### INPUT MATERIAL:
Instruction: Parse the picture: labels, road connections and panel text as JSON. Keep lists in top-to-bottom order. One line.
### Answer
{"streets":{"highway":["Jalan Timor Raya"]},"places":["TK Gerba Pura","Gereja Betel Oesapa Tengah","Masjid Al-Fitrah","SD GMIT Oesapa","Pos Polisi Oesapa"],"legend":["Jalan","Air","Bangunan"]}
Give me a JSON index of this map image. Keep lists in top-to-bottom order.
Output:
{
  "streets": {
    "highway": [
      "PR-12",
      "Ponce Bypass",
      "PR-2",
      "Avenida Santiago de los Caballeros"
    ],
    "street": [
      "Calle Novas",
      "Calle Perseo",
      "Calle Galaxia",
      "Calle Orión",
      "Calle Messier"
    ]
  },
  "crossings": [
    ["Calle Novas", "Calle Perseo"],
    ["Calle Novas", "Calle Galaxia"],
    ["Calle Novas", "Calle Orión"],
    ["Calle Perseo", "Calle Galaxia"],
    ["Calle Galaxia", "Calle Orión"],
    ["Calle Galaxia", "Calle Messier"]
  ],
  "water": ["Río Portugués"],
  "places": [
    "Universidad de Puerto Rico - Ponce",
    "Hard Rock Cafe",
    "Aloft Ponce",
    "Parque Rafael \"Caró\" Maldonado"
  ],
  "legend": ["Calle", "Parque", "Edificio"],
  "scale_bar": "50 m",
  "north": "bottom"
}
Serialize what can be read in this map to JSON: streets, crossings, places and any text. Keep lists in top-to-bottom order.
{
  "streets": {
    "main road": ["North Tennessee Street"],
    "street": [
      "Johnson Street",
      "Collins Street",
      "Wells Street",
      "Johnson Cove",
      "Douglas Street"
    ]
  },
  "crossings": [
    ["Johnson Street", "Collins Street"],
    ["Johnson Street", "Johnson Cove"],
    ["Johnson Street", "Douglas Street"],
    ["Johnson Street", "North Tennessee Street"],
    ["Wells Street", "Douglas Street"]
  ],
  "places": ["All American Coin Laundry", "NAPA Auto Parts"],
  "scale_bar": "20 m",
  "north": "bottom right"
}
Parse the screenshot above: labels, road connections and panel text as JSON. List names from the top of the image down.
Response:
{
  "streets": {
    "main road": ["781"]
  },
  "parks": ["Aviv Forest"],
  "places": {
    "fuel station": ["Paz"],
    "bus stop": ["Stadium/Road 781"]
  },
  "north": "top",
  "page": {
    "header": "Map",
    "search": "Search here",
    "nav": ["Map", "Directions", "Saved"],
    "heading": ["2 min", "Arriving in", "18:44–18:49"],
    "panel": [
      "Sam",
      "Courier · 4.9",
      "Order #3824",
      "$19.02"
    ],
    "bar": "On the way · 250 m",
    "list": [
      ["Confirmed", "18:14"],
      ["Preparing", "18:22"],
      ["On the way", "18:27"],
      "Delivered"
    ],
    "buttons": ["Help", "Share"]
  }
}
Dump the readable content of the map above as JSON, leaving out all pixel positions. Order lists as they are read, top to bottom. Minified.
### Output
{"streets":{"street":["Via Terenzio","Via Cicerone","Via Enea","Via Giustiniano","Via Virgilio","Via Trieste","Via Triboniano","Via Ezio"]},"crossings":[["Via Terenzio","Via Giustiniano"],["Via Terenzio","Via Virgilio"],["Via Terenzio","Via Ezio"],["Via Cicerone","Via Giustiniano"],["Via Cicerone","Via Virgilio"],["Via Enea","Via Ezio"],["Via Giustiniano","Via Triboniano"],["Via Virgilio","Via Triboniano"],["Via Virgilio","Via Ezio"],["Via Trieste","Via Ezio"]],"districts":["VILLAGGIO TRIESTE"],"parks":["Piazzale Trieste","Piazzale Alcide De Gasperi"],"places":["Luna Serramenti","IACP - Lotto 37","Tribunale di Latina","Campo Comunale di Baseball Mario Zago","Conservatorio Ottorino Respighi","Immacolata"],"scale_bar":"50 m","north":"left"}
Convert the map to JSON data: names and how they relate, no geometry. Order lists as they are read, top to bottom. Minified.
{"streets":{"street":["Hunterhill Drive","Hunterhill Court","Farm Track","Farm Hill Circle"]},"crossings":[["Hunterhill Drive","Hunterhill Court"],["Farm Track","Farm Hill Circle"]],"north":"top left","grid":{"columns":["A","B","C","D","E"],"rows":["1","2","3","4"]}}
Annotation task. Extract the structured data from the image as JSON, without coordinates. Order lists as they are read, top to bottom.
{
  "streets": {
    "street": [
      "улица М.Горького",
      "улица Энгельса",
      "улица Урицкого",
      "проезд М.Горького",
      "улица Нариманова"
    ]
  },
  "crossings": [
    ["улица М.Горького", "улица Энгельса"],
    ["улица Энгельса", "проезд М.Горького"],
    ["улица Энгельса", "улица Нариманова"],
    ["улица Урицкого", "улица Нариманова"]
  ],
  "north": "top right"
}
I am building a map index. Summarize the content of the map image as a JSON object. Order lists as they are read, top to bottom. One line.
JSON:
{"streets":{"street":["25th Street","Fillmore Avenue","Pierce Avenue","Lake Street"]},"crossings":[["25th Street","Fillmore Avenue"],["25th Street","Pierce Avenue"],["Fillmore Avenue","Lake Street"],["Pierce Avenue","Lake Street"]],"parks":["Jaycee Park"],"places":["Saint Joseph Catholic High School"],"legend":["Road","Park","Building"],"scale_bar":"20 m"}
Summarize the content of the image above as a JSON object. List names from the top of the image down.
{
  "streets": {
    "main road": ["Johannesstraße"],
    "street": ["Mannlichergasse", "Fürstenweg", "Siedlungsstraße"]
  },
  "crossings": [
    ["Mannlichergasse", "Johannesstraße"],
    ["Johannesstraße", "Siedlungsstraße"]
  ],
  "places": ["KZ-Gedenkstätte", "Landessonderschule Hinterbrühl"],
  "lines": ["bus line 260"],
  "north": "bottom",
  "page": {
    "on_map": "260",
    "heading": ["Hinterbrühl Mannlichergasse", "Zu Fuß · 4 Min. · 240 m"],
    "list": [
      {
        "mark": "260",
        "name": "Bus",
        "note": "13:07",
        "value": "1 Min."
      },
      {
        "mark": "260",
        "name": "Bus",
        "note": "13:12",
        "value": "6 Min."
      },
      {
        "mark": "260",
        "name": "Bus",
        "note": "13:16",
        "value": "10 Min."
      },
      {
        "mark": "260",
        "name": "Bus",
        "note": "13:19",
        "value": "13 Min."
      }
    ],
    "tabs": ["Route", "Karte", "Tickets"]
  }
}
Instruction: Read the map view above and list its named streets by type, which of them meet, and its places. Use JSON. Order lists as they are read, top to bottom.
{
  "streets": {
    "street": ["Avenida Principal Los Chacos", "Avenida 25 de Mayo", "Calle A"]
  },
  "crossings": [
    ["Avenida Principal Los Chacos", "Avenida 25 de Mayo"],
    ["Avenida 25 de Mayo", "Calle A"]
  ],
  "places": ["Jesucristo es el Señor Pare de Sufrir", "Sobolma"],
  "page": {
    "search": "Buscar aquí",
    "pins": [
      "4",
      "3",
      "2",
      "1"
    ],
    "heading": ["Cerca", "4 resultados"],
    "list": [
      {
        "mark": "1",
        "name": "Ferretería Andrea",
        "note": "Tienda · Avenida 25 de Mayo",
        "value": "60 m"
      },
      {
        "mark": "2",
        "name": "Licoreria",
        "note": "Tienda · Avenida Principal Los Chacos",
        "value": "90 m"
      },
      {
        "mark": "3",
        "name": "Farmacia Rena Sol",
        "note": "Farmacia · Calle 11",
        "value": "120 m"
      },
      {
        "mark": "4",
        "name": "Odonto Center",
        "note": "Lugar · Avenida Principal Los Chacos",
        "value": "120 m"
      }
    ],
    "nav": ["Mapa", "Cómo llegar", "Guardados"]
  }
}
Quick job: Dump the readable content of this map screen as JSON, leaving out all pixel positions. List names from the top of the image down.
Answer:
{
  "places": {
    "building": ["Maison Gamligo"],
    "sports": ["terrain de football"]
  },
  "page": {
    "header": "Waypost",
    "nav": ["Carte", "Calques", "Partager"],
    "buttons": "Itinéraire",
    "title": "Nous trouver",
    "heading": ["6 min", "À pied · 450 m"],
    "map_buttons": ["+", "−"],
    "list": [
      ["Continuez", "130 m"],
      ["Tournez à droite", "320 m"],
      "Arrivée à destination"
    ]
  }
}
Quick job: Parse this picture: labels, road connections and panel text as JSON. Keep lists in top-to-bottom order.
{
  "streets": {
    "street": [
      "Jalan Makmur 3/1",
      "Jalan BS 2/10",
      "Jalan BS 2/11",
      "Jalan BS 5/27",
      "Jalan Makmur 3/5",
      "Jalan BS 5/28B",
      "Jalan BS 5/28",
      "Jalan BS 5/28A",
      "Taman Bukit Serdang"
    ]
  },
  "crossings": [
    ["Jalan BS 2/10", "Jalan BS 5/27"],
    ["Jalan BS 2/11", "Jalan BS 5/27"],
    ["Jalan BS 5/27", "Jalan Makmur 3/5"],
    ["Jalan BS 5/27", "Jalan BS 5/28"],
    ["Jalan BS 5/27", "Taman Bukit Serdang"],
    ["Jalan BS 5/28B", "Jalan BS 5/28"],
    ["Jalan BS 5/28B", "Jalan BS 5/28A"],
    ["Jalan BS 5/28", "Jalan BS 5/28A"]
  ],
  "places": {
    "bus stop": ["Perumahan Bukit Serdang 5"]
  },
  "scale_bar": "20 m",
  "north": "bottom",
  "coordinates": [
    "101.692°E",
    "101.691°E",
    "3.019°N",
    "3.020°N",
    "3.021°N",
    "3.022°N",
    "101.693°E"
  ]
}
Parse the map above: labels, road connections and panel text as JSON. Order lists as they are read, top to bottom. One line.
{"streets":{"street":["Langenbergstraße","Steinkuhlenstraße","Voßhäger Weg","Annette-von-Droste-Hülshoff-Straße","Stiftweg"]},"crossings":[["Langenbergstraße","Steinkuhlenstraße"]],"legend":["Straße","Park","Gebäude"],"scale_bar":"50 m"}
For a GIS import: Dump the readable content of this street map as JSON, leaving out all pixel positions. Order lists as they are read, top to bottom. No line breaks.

### ACTIVITY:
Please give again the lines above between the line holding "Dump the readable content of the" and the line holding "I am building", inclusive, exactly as they are and with nothing added.

### YOUR RESPONSE:
Dump the readable content of the map above as JSON, leaving out all pixel positions. Order lists as they are read, top to bottom. Minified.
### Output
{"streets":{"street":["Via Terenzio","Via Cicerone","Via Enea","Via Giustiniano","Via Virgilio","Via Trieste","Via Triboniano","Via Ezio"]},"crossings":[["Via Terenzio","Via Giustiniano"],["Via Terenzio","Via Virgilio"],["Via Terenzio","Via Ezio"],["Via Cicerone","Via Giustiniano"],["Via Cicerone","Via Virgilio"],["Via Enea","Via Ezio"],["Via Giustiniano","Via Triboniano"],["Via Virgilio","Via Triboniano"],["Via Virgilio","Via Ezio"],["Via Trieste","Via Ezio"]],"districts":["VILLAGGIO TRIESTE"],"parks":["Piazzale Trieste","Piazzale Alcide De Gasperi"],"places":["Luna Serramenti","IACP - Lotto 37","Tribunale di Latina","Campo Comunale di Baseball Mario Zago","Conservatorio Ottorino Respighi","Immacolata"],"scale_bar":"50 m","north":"left"}
Convert the map to JSON data: names and how they relate, no geometry. Order lists as they are read, top to bottom. Minified.
{"streets":{"street":["Hunterhill Drive","Hunterhill Court","Farm Track","Farm Hill Circle"]},"crossings":[["Hunterhill Drive","Hunterhill Court"],["Farm Track","Farm Hill Circle"]],"north":"top left","grid":{"columns":["A","B","C","D","E"],"rows":["1","2","3","4"]}}
Annotation task. Extract the structured data from the image as JSON, without coordinates. Order lists as they are read, top to bottom.
{
  "streets": {
    "street": [
      "улица М.Горького",
      "улица Энгельса",
      "улица Урицкого",
      "проезд М.Горького",
      "улица Нариманова"
    ]
  },
  "crossings": [
    ["улица М.Горького", "улица Энгельса"],
    ["улица Энгельса", "проезд М.Горького"],
    ["улица Энгельса", "улица Нариманова"],
    ["улица Урицкого", "улица Нариманова"]
  ],
  "north": "top right"
}
I am building a map index. Summarize the content of the map image as a JSON object. Order lists as they are read, top to bottom. One line.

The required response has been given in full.